Tilki dâhice bir cevap verir:
— Sorma be aslan kardeş, şu yerde yatan,
paramparça olmuş kurt çok adaletsizdi değil mi?
*
Tilki ormanda hızla koşarken hayvanlar âlemine
rastlar. Heyecanla hayvan arkadaşlarına seslenir.
— Maliyeciler ormana tahsilata gelmiş kaçın!
Tüm hayvanlar telaş içinde birbirine bakarken
tosbağa cevap verir:
— İyi de sen niye kaçıyorsun tilki kardeş,
senin tahsil edilecek neyin var ki?
— Sorma tos tos kardeş, bende kürk, hanımda
kürk, oğlanda kürk, kızda kürk, ben kaçmayım da ne yapayım!
— Eyvah o zaman bende kaçıyorum bana eyvallah
deyip tam kaçarken Leylek, tavşan hemen atılır:
— Sen niye kaçıyorsun leylek kardeş? Demesi
üzerine Leylek endişeyle cevap verir:
— Bende yazlık, hanımda yazlık, oğlanda
yazlık, kızda yazlık!
Herkes kaçma telaşı içerisindeyken bakmışlar
maymun gayet sakin iki eli ensesinde, sırt üstü rahat şekilde yatmasına
hayvanlar bir anlam veremez ve:
— Sen endişe etmiyor musun maymun kardeş,
nedir bu rahatlığın!
— Niye rahatsız olayım ki maliyeci benim
neyimi alacak! Benim götüm çıplak, oğlanın götü çıplak, hanımın… kızın...
*
Aslan bir gün ağır şekilde yaralanmış
diliyle yaralarını yalayarak iyileştirmeye çalışırken gamsız tosbağa görür.
Ağır yaralı aslanın durumuna çok üzülerek teselli etmeye çalışır.
— Vaaay aslan kardeş ne oldu sana!
— Sorma tosbağa kardeş çok kötü
yaralandım.
— Avcı arkadaşlarım ava çıkmıştı sakın
seni onlar yaralamış olmasın!
Aslan bir yandan yarasının acısı bir
yandan tosbağanın sözünün kızgınlığı ile:
— Ulan boynu kirtişli hani var ya beni
bu yaralar değil de senin bu sözün öldürür.
*
“Devlet adamı tilki, felsefecisi hokkabaz olan ve sanatı ekleme ve taklitten
oluşan millete acıyın.

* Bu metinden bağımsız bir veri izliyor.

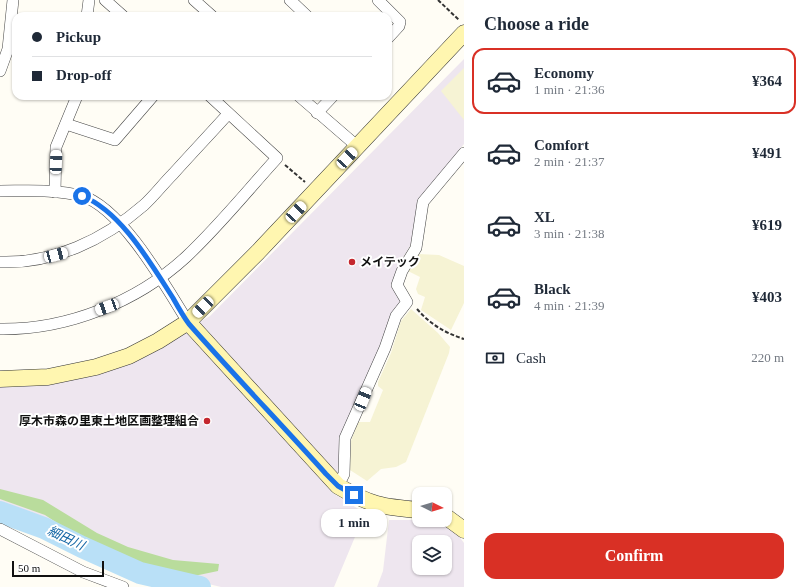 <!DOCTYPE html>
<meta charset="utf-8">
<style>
:root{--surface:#fff;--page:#f2f2f3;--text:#1f2937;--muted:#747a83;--line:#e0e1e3;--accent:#d93025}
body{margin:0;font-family:"Times New Roman","Noto Sans JP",serif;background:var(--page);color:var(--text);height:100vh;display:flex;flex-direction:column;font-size:15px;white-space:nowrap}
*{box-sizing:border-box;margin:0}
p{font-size:13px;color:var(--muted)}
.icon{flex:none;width:22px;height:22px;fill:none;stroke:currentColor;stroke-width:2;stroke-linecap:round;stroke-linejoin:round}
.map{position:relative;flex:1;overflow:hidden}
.drawer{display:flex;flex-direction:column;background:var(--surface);width:340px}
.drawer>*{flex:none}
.guide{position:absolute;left:12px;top:12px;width:380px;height:88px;border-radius:12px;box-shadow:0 1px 3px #0004;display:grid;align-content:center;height:88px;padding:0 20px;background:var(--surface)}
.needle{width:26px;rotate:95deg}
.fabs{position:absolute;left:412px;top:487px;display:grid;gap:8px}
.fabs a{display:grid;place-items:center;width:40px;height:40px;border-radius:8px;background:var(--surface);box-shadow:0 1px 3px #0004;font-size:20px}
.scale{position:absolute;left:12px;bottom:10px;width:92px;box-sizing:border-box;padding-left:4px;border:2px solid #111;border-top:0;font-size:11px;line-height:14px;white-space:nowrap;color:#111;-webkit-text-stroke:3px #fff;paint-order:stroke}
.end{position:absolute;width:18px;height:18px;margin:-9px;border:5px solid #1a73e8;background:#fff;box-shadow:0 0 0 2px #fff}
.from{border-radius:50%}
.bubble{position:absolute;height:28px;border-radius:12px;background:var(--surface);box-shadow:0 1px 3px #0004;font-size:13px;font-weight:700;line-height:28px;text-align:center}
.car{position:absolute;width:12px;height:24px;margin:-12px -6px;border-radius:5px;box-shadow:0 0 3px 1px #0007;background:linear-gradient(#fff 24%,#345 0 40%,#fff 0 76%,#345 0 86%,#fff 0)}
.guide b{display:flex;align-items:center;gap:14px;height:38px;font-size:15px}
.guide b+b{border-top:1px solid var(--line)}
.guide i{width:10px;height:10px;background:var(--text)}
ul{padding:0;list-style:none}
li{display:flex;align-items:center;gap:12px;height:66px;margin:0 8px 6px;padding:0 12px;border:2px solid transparent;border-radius:12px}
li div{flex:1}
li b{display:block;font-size:15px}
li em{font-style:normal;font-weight:700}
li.on{border-color:var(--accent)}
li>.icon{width:36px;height:36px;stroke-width:1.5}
h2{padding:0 20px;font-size:18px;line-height:48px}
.pay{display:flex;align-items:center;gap:10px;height:44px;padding:0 20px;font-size:15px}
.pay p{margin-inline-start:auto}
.action{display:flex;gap:8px;margin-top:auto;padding:8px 20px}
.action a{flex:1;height:46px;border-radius:12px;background:var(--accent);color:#fff;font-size:16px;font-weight:700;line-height:46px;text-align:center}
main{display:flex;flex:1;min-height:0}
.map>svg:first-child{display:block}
.industrial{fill:#eee6ef;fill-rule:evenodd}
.farmland{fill:#f6f3d4}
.forest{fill:#b9dc9c}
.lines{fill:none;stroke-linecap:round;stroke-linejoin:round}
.river{stroke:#b9e0f7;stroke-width:22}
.street-casing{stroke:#444;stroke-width:12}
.secondary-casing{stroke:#333;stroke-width:17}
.path{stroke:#333;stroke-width:2;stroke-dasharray:4 2;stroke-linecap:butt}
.street{stroke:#fff;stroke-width:11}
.secondary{stroke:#fff6b0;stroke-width:16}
.route{stroke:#1a73e8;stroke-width:5}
.poi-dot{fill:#c4262e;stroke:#fff;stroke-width:1.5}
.labels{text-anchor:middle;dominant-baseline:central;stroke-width:4;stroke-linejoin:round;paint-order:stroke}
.poi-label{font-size:12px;font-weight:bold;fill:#111;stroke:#fff;text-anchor:start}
.water-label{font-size:13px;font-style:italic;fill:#1768a6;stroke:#fff}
</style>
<main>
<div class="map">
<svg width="464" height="587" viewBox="0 0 464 587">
<rect width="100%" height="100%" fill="#fffdf5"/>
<g class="industrial">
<path d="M464 59V144L420 198 411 244 398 266 393 283 402 300 395 308 381 347 343 437 342 468 331 492 365 513 334 587H221L175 576 83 540 52 520 0 502V387H20L107 370 169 340 210 316Z"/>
<path d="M389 520H430L455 531 464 543V587H377L383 571ZM419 542H445V568H419Z"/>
</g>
<g class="farmland">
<path d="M464 68V120L441 91Z"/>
<path d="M418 254 439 255 464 266V303L451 330 421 310 425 297 418 294 416 289 420 277 408 271Z"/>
<path d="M411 309 438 333 450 347 449 353 406 462 396 467 381 469 367 481 350 470 351 441 358 422H370L383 390 378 386V382L391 353 401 321Z"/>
</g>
<path class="forest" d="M0 489 43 500 97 533 128 547 173 560 219 564 218 571 194 576 176 574 128 559 83 540 45 515 0 499Z"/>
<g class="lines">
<path class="river" d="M0 512 44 528 82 547 140 573 200 587"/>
<defs>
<g id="street">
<path d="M105 0 123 16"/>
<path d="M194 0 212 16"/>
<path d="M290 0 307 16"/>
<path d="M378 0 400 22 399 26 388 38"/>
<path d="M87 16 89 0"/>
<path d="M0 71 8 49 13 0"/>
<path d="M299 96 358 147"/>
<path d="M317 113 333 96"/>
<path d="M66 124 115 140 153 96"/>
<path d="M0 191C27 191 56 189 82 196 122 208 166 287 188 322"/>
<path d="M55 192 56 147 77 96"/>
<path d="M0 262C53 264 104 240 144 205 154 196 163 184 173 174 191 154 210 134 228 114"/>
<path d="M0 329C67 330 137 302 186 257 219 226 247 191 277 158L210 96"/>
<path d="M338 486 344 474 345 438 385 348 396 316 407 302 397 285 402 271 416 248 423 202 464 153"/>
<path d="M0 529 83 572 123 587"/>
</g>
<g id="secondary">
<path d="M188 322 338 486C370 505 382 507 419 510"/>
<path d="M0 379 48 377 96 367 129 356 158 341 188 322 258 252 464 33"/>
<path d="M445 516 464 530"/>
</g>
</defs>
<use href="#street" class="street-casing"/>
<use href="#secondary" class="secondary-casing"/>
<g class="path">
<path d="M438 0 459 20"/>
<path d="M285 165 305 182"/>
<path d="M417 309C430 324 445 333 464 339"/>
</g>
<use href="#street" class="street"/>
<use href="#secondary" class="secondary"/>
</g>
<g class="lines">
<path class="route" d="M82 196C121 211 151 264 173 298 178 307 183 316 189 324 234 375 281 424 326 474L338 486 354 495"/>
</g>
<g class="poi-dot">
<circle cx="352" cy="262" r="4"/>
<circle cx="207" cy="421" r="4"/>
</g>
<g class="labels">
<g class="poi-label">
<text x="360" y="262">メイテック</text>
<text x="199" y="421" text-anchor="end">厚木市森の里東土地区画整理組合</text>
</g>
<g class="water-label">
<text transform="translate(66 538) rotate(25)">細田川</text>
</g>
</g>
</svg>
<div class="fabs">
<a><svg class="needle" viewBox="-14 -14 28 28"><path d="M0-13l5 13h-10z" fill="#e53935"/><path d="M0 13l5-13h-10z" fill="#747a83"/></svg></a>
<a><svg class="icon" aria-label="layers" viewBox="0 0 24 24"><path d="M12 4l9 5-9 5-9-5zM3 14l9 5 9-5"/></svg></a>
</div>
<div class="scale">50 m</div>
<i class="end from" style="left:82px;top:196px"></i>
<i class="end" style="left:354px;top:495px"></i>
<div class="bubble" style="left:321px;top:509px;width:66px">1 min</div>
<i class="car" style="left:347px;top:158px;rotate:43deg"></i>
<i class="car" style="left:56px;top:162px;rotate:2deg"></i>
<i class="car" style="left:296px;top:212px;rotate:43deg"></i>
<i class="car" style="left:56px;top:255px;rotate:75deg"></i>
<i class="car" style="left:107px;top:307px;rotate:250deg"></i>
<i class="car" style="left:203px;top:307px;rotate:225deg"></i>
<i class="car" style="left:363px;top:399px;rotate:22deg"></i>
<div class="guide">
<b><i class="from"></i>Pickup</b>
<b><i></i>Drop-off</b>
</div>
</div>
<section class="drawer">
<h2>Choose a ride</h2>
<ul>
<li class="on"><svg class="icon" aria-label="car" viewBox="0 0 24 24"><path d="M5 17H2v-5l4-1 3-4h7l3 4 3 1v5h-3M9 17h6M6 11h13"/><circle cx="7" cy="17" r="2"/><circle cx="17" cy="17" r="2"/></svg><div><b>Economy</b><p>1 min · 21:36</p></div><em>¥364</em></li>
<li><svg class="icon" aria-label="car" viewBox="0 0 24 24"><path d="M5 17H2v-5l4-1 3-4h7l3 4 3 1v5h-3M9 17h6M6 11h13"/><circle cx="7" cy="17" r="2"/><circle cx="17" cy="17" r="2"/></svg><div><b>Comfort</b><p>2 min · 21:37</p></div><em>¥491</em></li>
<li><svg class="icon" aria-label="car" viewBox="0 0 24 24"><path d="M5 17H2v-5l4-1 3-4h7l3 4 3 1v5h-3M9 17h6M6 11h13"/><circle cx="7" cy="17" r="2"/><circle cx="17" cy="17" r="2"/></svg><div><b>XL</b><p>3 min · 21:38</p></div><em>¥619</em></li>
<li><svg class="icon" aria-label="car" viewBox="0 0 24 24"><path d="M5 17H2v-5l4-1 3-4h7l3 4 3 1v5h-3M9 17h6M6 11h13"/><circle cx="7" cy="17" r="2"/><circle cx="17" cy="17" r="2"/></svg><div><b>Black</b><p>4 min · 21:39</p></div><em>¥403</em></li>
</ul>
<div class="pay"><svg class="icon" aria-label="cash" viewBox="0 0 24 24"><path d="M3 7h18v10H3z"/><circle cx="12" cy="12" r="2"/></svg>Cash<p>220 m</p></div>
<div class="action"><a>Confirm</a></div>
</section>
</main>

Zorbayı kahraman olarak kabul eden, şaşaalı fatihi
cömert farz eden millete acıyın. Bilgileri yıllar içeresinde sağır ve dilsiz
olmuş güçlü kişileri hala beşikte olan millete acıyın.” Lübnan’lı felsefe
yazarı, romancı, şair, ressam, düşünce insanı Halil Cibran
*
“Tilki vardır baş keser
kurdun adı yamandır.
Tilkinin dönüp dolaşıp
geleceği yer kürkçü dükkânıdır.
Tilkinin kırk hikâyesi vardır
kırkı da tavuk üzerinedir.
Tilkiye “tavuk kebabı yer
misin?” Demişler,
“Adamın güleceğini getiriyorsunuz, demiş.
Yatan aslandan gezen tilki
iyidir” yolunda Atasözlerimiz ile
“Tilki uykusuna yatmak,
Tilki gibi kurnaz kimse.” Deyimlerimiz vardır.